After Getting Well Matured

May 04

By Hu Wo (Cuckoo’s Song)

Mature individuals have a unique way of handling life’s uncertainties. Unlike many, they can endure and face unexpected challenges with courage and calmness.

 

The maturity of a person is dealing with his growing age to some degree. In most cases, as a person advances in years, he will mature for his age. Exceptionally, some children are precociously mature due to the fact that their real-life situations can wax and wane. Some people tend to get mature owing to their literature study. If you ask me, there should be found three kinds of personal maturity: physical, mental, and emotional. The fact of the matter is that no one can reach any of these well-matured states very quickly.

 

After a person has matured well, he likes to take notice of his physical appearance and activity. More care is taken to his health than before for the simple reason that nothing can be done without good health. While a person is still as fit as a fiddle, he knows that he had better attend his related social events as well as go for a short trip or a long journey more as and when. On clothes and cosmetics is spent as little money as possible, also getting aware that it saves materials and energy to lead a frugal life. A labour-saving life apparently reduces physical fatigue as well. Besides this, a person looks nice only in the clothes that he is wearing that fit his age or physical condition. After all, a mature person’s daily routines – food and drink, living standards, and manner altogether – are given to direct towards the best of his health only.

 

Everybody is living with uncertainty, of course.
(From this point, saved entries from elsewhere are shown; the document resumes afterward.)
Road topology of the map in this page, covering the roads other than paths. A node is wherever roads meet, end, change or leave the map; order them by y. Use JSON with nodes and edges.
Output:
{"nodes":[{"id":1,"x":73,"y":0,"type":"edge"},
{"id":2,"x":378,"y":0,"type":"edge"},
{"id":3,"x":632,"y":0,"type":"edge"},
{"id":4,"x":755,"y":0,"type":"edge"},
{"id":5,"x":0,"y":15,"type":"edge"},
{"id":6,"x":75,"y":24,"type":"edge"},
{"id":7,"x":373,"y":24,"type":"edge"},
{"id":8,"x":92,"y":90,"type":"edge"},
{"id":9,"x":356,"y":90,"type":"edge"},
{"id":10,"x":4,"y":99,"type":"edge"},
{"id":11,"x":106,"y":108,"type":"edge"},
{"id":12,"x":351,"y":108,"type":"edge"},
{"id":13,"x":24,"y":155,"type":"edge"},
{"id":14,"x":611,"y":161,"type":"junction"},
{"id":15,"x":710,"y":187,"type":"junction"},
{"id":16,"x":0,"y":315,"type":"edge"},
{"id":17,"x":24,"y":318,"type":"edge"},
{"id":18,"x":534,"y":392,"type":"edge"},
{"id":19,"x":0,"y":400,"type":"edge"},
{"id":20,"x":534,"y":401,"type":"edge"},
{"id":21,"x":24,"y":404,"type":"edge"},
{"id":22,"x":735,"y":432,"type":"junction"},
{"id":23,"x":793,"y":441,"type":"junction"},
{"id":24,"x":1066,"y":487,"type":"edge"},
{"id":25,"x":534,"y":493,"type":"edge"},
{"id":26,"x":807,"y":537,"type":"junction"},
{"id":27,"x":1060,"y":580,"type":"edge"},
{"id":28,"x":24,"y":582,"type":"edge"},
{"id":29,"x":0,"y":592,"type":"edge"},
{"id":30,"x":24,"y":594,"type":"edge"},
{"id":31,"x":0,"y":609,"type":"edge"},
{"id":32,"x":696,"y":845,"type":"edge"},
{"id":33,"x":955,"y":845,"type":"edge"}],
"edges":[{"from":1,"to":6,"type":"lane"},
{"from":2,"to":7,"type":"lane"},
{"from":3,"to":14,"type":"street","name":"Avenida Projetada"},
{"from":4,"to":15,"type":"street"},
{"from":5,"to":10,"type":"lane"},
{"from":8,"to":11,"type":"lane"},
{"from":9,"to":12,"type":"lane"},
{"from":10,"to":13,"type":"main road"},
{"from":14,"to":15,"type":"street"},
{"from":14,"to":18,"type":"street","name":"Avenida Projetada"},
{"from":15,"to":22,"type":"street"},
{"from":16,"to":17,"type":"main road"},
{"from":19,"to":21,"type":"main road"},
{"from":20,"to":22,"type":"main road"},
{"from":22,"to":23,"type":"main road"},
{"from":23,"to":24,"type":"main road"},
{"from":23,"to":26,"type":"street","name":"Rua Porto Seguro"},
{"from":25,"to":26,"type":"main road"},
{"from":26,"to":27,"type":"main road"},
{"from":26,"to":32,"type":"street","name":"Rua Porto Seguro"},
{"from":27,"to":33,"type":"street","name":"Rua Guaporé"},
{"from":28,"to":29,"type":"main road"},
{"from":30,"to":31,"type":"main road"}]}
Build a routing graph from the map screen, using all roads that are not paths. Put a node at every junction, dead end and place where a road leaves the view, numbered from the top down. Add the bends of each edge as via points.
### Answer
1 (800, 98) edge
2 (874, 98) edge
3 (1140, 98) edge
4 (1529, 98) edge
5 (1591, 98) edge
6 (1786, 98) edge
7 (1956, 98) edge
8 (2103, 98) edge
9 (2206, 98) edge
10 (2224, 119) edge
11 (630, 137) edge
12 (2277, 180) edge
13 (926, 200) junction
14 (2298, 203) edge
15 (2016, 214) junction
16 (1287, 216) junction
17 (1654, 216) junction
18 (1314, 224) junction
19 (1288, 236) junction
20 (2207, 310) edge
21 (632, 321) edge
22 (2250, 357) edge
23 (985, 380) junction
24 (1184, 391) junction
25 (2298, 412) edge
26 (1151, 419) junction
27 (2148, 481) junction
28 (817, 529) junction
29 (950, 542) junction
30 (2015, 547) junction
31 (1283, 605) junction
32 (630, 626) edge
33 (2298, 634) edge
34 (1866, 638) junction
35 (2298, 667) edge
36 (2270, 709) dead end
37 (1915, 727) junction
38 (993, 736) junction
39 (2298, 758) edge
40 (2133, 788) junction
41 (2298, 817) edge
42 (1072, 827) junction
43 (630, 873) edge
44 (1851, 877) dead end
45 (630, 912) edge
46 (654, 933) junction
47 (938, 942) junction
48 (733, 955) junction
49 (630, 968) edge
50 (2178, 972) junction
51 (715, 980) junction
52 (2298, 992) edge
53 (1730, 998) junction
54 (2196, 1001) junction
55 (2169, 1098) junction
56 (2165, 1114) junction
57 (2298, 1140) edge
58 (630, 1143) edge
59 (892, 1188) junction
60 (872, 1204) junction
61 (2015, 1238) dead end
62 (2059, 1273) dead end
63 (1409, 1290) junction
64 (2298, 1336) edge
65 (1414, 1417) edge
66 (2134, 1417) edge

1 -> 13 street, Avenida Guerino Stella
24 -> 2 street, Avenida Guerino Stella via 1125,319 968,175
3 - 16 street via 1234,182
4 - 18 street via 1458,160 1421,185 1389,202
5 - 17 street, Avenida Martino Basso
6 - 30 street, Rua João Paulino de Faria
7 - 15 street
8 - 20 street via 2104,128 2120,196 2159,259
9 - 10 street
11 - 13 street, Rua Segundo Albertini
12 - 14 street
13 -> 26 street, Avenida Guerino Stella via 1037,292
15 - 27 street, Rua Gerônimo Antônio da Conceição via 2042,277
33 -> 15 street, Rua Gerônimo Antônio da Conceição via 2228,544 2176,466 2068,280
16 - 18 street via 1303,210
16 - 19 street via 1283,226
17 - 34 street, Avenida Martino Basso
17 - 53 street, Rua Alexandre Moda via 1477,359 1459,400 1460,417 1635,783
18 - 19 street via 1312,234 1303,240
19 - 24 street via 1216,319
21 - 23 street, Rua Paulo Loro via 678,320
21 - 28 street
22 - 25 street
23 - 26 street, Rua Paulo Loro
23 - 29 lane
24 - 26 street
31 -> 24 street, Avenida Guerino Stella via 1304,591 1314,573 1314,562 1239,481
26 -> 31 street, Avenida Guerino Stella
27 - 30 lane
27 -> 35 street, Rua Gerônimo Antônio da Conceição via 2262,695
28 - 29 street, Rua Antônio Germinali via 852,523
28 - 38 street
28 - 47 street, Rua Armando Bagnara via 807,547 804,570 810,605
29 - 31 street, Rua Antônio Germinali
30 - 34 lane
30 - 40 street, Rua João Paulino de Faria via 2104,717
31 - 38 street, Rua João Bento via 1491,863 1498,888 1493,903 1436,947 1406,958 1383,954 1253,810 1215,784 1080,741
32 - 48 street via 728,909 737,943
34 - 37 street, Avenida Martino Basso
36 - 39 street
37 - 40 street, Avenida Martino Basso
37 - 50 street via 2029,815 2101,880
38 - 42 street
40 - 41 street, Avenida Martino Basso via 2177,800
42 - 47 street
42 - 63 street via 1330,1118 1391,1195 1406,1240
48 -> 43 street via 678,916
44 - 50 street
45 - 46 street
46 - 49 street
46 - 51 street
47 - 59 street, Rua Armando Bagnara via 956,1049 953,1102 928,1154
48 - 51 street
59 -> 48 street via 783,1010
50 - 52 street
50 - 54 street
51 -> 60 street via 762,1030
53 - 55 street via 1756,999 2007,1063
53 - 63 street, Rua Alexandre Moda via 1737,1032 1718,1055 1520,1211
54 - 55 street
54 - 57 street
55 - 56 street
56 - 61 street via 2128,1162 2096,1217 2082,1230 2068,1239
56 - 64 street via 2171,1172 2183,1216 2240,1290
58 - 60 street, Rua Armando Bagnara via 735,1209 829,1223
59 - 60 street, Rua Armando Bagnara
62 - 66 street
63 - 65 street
All of a sudden, something unexpected, whether good or bad, comes to crop up to anyone. Most people, except mature ones, are not able to endure such life suffering. Not only do well-matured persons get life sufferings well, but they also face and resolve them bravely as well as calmly, sometimes taking a risk. That is why they have had a wide variety of life experiences or effective and efficient literature study experience. The mature do not believe in potentially broken promises at all, even though they put a bold face on these words.

 

Conversely, they do not make a promise unconcernedly but keep their promises like their very life. Similarly, they learn to share duties and responsibilities with their colleagues in charge rather than they do that matter on their own terms, without having a finger in every pie. Their decision-making is willingly clear-cut and free from any regret to come. Most importantly, mature people are in a win-win situation in which they, too, know to forgive themselves and others, seeing that everything in the garden is rosy.

 

Emotional maturity is as important as the above-mentioned physical and mental maturity. Those who are mature can feel the loveship, which is defined from different perspectives, quite well. This means that they have no negative feelings about the loveship with anyone, such as depression, inferiority, anger, revenge, or even hatred. Every loveship naturally comes and goes to anybody for no apparent reason. A thing with some reason will be merely a love-hate relationship or a pleasant feeling. As a person is getting older, dissipation and drinking should be reduced or given up if possible. Mature people enjoy seeking happiness in work, job satisfaction, and interpersonal or intrapersonal peace instead of fun and games. They like passing through everyday life by taking up the religion of their belief, studying literature or language, having pets, domestic farming, and gardening. They show no tremble of fear in the face of life’s hardships and difficulties. Not getting involved in anything, not responding immediately, neglecting undesirable feelings, and doubt-friendly living are other characteristic traits of emotional maturity.

 

Mature people are on good terms with immature ones. A person cannot be said to have been mature unless he gets well with an immature one. Those, who are mature, live together with immature people by putting up with them, laying down strict rules but establishing a give-and-take relationship sometimes, and not losing any personal identity achievement. Often, the immature’s manner gets on mature people’s nerves. At this time, the mature should not fly into a violent temper like the immature. Instead of losing their temper, they philosophically respond to the persons who are not yet as mature as them. Above all, each and every mature individual knows about himself and is also used to treating immature people with consideration – they are nothing to him anymore.